Collected data entries >>
====

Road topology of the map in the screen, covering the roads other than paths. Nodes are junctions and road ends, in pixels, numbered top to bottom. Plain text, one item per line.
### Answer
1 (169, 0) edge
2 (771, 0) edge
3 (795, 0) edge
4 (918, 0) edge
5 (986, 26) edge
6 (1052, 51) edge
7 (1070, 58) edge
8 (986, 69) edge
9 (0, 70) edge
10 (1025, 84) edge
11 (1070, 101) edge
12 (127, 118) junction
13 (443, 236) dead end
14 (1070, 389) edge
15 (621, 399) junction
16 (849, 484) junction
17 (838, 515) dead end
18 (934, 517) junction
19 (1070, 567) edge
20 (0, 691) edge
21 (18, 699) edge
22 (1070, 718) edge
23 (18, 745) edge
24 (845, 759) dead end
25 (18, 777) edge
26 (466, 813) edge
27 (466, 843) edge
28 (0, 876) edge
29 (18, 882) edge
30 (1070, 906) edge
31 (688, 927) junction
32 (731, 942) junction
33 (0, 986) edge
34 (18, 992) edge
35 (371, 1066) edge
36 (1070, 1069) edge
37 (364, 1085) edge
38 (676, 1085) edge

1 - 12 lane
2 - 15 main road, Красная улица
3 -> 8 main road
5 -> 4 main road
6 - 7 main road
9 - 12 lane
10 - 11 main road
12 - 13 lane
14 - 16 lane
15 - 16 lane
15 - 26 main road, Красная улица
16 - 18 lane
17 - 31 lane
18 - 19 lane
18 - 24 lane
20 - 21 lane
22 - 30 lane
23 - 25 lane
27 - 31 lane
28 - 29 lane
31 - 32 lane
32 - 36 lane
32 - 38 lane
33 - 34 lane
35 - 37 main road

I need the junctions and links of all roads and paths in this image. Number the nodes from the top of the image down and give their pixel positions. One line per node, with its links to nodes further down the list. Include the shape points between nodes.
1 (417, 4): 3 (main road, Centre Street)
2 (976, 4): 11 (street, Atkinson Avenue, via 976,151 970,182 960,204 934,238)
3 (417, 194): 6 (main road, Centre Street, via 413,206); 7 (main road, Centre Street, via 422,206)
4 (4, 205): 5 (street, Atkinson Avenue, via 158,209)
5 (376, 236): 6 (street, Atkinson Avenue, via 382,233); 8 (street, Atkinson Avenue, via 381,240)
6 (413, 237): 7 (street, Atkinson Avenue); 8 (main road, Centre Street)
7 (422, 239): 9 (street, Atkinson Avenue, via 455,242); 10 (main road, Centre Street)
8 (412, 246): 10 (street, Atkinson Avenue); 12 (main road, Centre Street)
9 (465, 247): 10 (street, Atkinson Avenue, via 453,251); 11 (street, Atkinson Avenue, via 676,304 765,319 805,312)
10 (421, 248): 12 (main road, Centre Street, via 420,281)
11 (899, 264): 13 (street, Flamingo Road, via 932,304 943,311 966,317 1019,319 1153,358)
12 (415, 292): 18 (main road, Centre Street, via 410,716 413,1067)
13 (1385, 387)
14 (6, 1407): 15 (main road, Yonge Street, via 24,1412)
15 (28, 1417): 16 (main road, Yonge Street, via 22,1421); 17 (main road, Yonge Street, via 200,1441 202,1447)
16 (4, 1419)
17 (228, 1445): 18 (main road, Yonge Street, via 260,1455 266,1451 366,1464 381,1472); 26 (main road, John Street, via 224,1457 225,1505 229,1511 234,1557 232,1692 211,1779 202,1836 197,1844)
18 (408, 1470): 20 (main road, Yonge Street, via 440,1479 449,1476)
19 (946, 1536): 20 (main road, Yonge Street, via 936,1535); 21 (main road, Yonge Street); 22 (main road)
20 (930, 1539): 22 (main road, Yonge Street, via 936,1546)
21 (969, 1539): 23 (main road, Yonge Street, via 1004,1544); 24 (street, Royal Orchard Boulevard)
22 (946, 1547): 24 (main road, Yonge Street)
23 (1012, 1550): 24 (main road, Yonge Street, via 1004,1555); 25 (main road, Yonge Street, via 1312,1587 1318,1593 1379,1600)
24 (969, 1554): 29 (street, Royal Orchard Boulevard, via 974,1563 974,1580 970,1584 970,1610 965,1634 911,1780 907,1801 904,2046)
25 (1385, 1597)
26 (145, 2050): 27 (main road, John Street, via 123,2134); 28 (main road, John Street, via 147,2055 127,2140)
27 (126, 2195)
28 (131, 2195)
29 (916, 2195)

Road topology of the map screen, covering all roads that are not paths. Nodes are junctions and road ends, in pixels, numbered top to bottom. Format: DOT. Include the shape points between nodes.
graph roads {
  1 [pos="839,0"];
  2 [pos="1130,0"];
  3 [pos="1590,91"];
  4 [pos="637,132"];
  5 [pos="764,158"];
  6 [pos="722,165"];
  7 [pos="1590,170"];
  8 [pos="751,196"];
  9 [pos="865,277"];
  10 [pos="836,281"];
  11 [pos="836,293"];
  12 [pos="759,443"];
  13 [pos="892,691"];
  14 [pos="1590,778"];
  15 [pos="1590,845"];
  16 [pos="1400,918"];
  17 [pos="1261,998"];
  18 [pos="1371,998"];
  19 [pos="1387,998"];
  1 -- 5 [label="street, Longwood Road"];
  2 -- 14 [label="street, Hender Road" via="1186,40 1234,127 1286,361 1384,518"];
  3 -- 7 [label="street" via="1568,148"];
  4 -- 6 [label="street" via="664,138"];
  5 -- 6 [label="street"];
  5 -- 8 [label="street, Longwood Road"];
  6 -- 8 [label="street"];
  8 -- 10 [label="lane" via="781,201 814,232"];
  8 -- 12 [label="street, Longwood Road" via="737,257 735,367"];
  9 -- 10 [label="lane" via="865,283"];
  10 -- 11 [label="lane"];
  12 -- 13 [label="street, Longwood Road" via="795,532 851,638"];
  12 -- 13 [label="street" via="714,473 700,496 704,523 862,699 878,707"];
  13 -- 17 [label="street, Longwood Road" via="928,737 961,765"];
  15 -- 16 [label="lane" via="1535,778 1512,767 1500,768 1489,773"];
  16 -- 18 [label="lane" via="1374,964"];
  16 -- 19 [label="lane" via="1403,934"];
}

====

Activity >> Pull every line that holds the string "bottom" out of the records.

Answer for this exercise >>
Road topology of the map in the screen, covering the roads other than paths. Nodes are junctions and road ends, in pixels, numbered top to bottom. Plain text, one item per line.
Road topology of the map screen, covering all roads that are not paths. Nodes are junctions and road ends, in pixels, numbered top to bottom. Format: DOT. Include the shape points between nodes.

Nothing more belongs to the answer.